A blog circle of photographers from all over the world, both amateur and professional alike, sharing their interpretations of a common theme. At the bottom of each post, click the link for the next photographer until you come full circle, back here to my blog.
I've been MIA for a few weeks and without my computer. My husband and I took a land-cruise to Alaska to celebrate our 30th wedding anniversary. We were gone for 18 days and I was unplugged, at least as far as my laptop was concerned...it stayed home. I wasn't able to post my shots from my cell phone so I decided to skip those weeks, originally. Now that I'm back, I've decided to catch up on the weeks I've missed. I will start with Week 23.
For this week's shot, I decided on one I took while we were on board the cruise ship. This is a picture of the Hubbard Glacier in the Yukutat Bay of Alaska. The glacier is calving. The sounds that calving makes is very similar to thunder. The ice behind the edge of the glacier, that we can see, pushes forward causing pieces of ice, some huge, to fall into the bay, where they float around like icebergs. As the huge pieces of glacier break away they make an incredible spash! Here is looks like a while cloud. The glacier was really this blue. Here's an explanation I took from Alaska.com as to why.
"Glaciers are created when decades upon decades of snow compact themselves into ice. As the ice crystals grow, they push out the air.
The ice absorbs most light and reflects the short-wave-length blue light.
But as ice moves along and is exposed to warmer air or warmer water, the crystal structure breaks down and reflects all the light. That change, writes guide Karen Jettmar in "Alaska's Glacier Bay: A Traveler's Guide," makes the ice appear white.
And that's why the deepest blue coloration is often seen in fractured places: crevasses, towers and where chunks of ice have calved. The color may appear richest on cloudy days."
To see more interpretations of "movement" and continue around the blog circle, start here with
Now, I'd like to make up the week's I missed while I was away.

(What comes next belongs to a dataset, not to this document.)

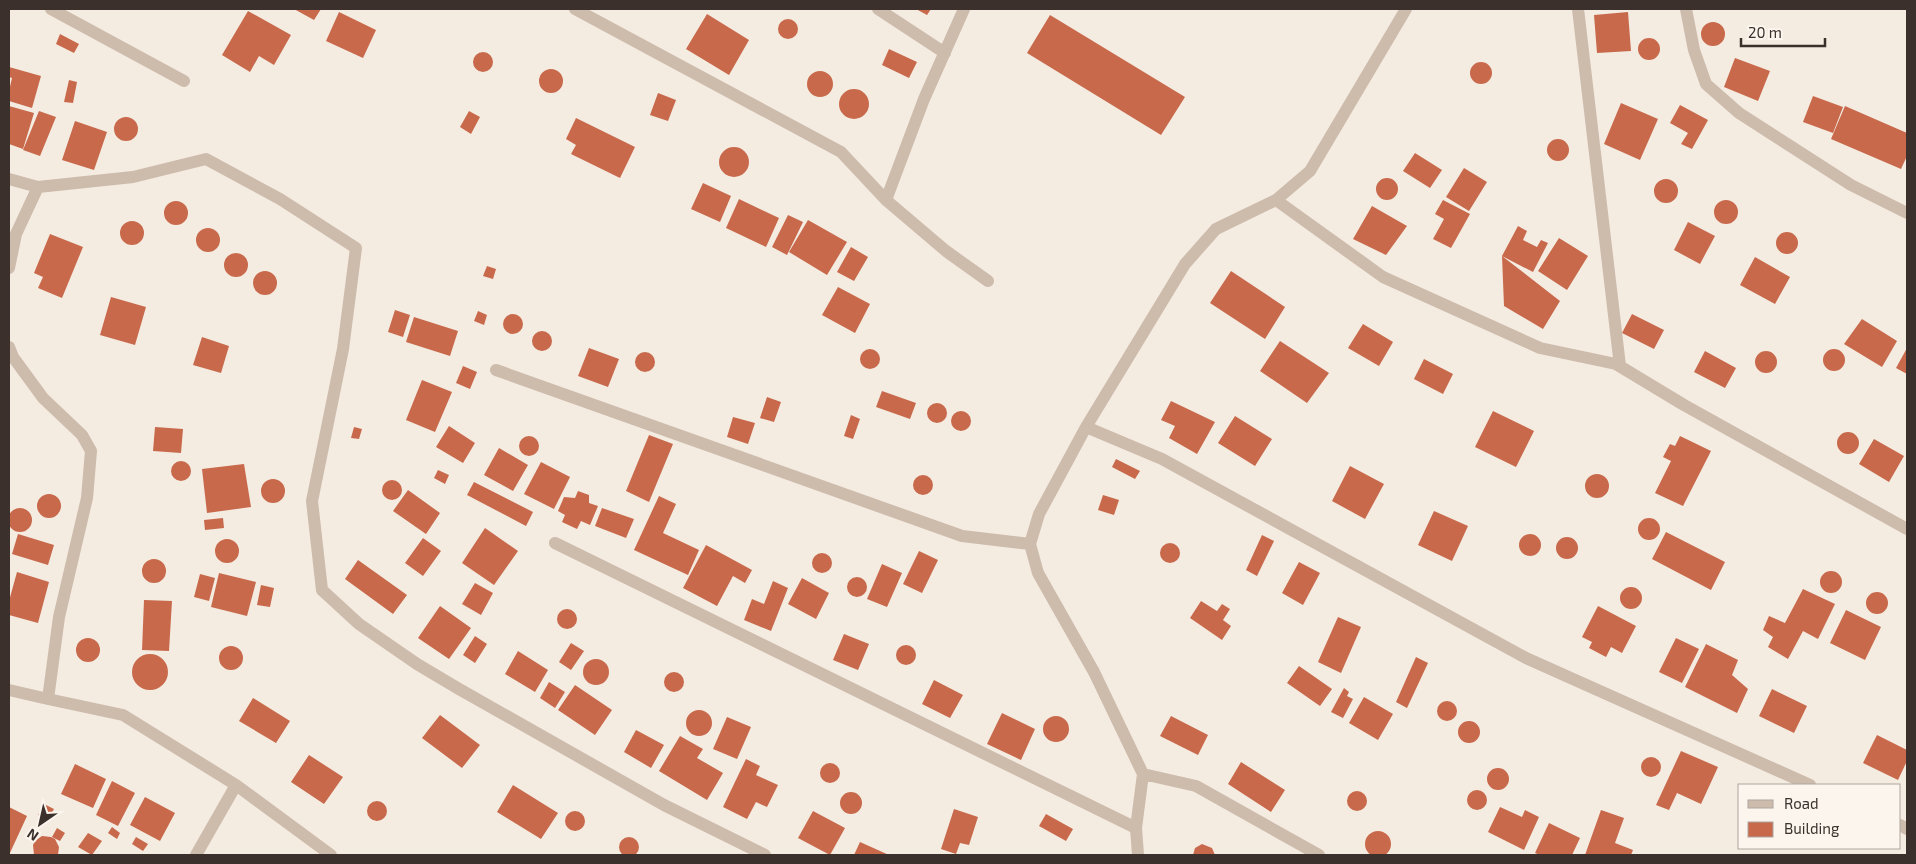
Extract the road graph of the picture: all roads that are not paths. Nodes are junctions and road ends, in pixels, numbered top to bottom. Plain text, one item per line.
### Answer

I love watching the growth of my flowers during the spring/summer months. These daisys hadn't started to bud before we left for our trip. Now the buds are just beginning to burst open.
Week 21-Winged Creatures
This is another shot from our trip. One of our excursions was a boat ride to see the wildlife of Alaska. Bald Eagles seem to be plentiful on the edges of the shore banks. I think there are at least 12 in this shot. This is technically a great shot, but I love that I was able to catch them at all. Three of them had actually started to take flight!